= Visual DialogScript =

Interpreted programming language

Visual DialogScript (VDS) is an interpreted programming language for Microsoft Windows, using dialog and graphic elements to create programs. VDS is similar to other programming languages such as Visual Basic, C++, or Delphi, as they use Windows API.

==Language==
Each syntax command occupies one line and has a plain English name that clearly describes its purpose. Variables are typeless and can hold many kinds of information, such as numbers or text. Functions are clearly distinguishable with names that start with '@', similar to a spreadsheet.

The DialogScript language has a syntax similar to the MS-DOS batch language. It is designed for ease of use and efficiency when being interpreted by the run-time engine. There are 10 system variables, %0 to %9, which initially have the script file name in %0 and command line parameters in %1 through %9, just as in a batch file. There are also a further 26 user variables, from %A to %Z. The contents of all variables (including system ones) can be changed once the script is running. There are now also 4032 global variables.
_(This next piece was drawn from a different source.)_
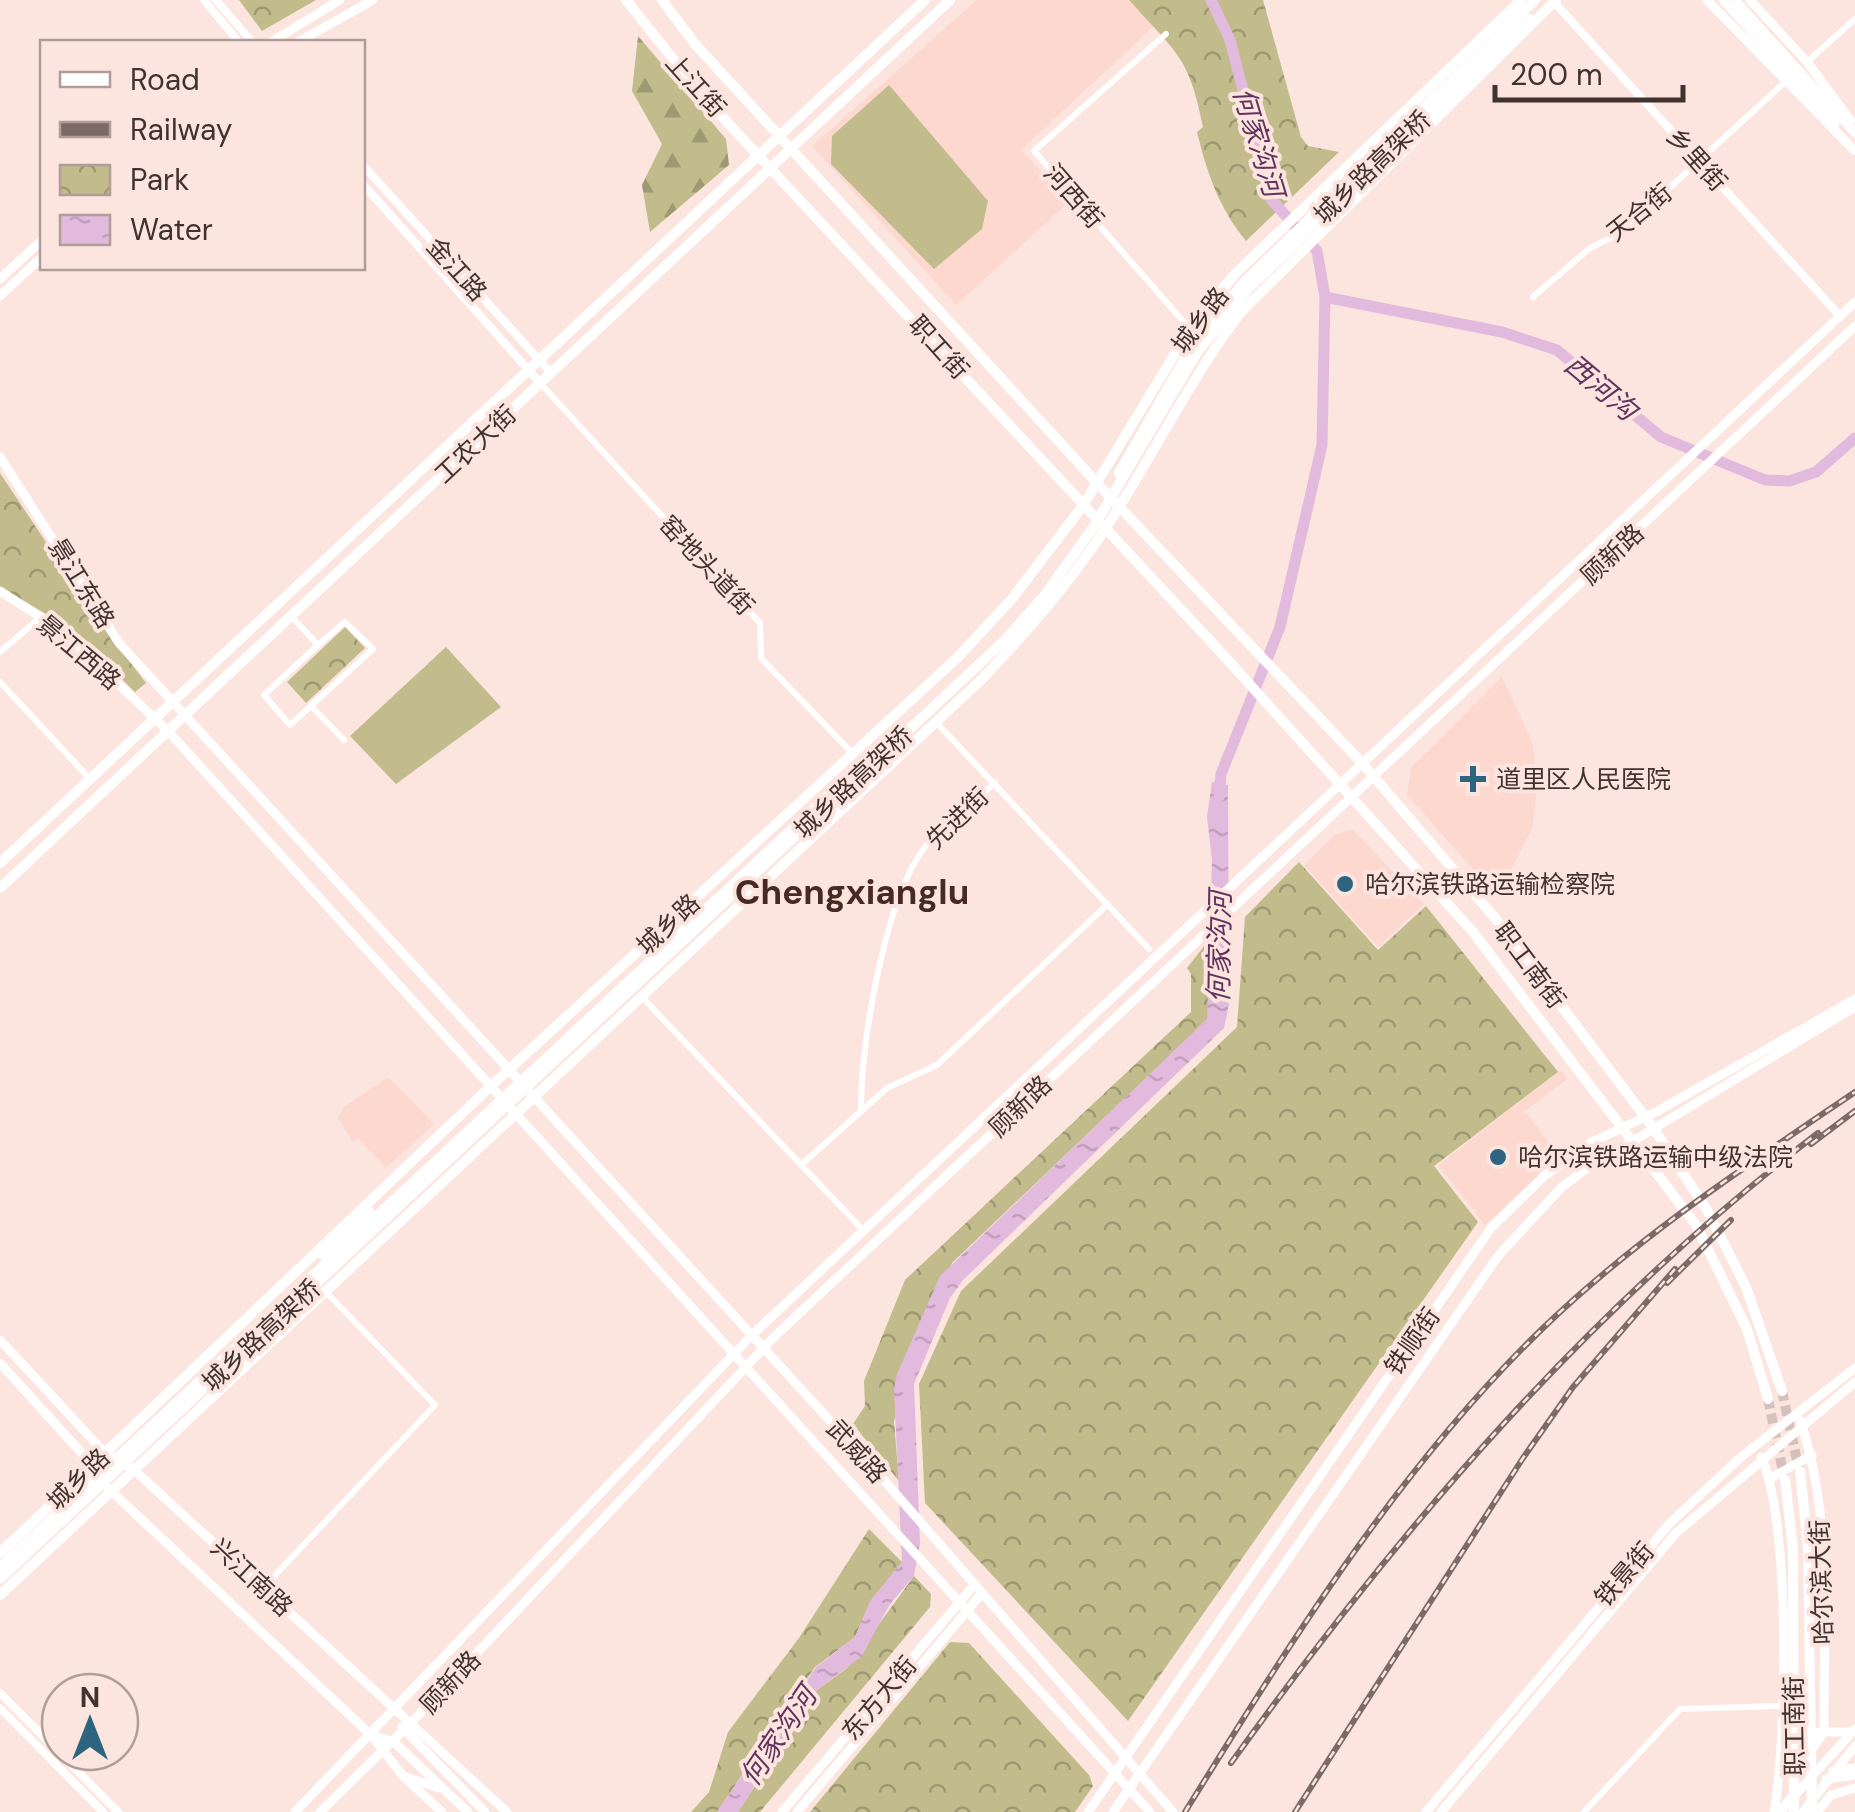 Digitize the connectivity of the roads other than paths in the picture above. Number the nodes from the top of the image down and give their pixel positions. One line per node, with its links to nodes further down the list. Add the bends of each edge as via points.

These variables begin with %%, a letter, then alphanumerics plus underscores (e.g., %%my_variable_1.) There is no limit on the length of these user-defined variable names.

==Syntax examples==
Comments:
- # This is a single line comment
- REM This is a single line comment

Simple Information Message Box:
- info "This is the information text"

Simple Warning Message Box:
- warn "This is the warning text"

Create a custom dialog box:
- dialog create,<name>,<top pixel position>,<left pixel position>,<width in pixels>,<height in pixels>

Write to the Windows Registry:
- registry write,<root key>,<key>,<subkey>,<data>

Display an input prompt dialog box, storing the result in the variable %A:
- %A = @input("Please enter a value:")

==History==
Julian Moss (1953 – October 24, 2014[1]) of JM-Tech/Tech-Pro Ltd. created Visual DialogScript. In 1998, after version 3.0, Emmanuel Daunizeau of S.A.D.E. Sarl took over the ownership and development of VDS. He modified and improved its syntax. The British company Commercial Research Ltd. currently markets VDS, though it is still the property of Emmanuel Daunizeau, who continues to develop it.

The developers have released several versions of VDS over time.
- Visual DialogScript 2.0
- Visual DialogScript 2.5
- Visual DialogScript 3.0
- Visual DialogScript 3.5
- Visual DialogScript 4
- Visual DialogScript 4.5
- Visual DialogScript 5
- Visual DialogScript 5.01
- Visual DialogScript 5.02
- Visual DialogScript 6

==Currently available versions==
There are several versions available for download:
1. Personal Visual DialogScript (PVDS) 4: This freeware version is intended for students and home PC users. The package includes a tutorial and online help. The software is not licensable for commercial use. This version is incapable of producing compiled executable files; however, compiling files is not necessary, as a script file can be executed directly by opening it from Windows Explorer on any system that has PVDS installed on it.
2. Visual DialogScript 2.5 (16-Bit Edition): This version marked the last release for Windows 3.1+ (16-bit).
3. Visual DialogScript 5: This version is intended for power users, business users, and professional developers who use—or are developing scripts for—Windows 95/98/ME or Windows NT/2000/XP. This version can create compiled executable files, and includes a royalty-free run-time license (once registered). Additional features include an icon editor and support for many add-on extensions. As a 32-bit program, it supports long filenames, taskbar tray icons, unlimited length strings, and string lists, and the Windows Registry. This legacy version is now available for download for registered users and is not available for purchase.
4. Visual DialogScript 6: The newest version of Visual DialogScript improves upon Visual DialogScript 5 and adds full support for Windows Vista. Additionally, the registered version can now create standalone compiled executable files that do not require an external runtime file.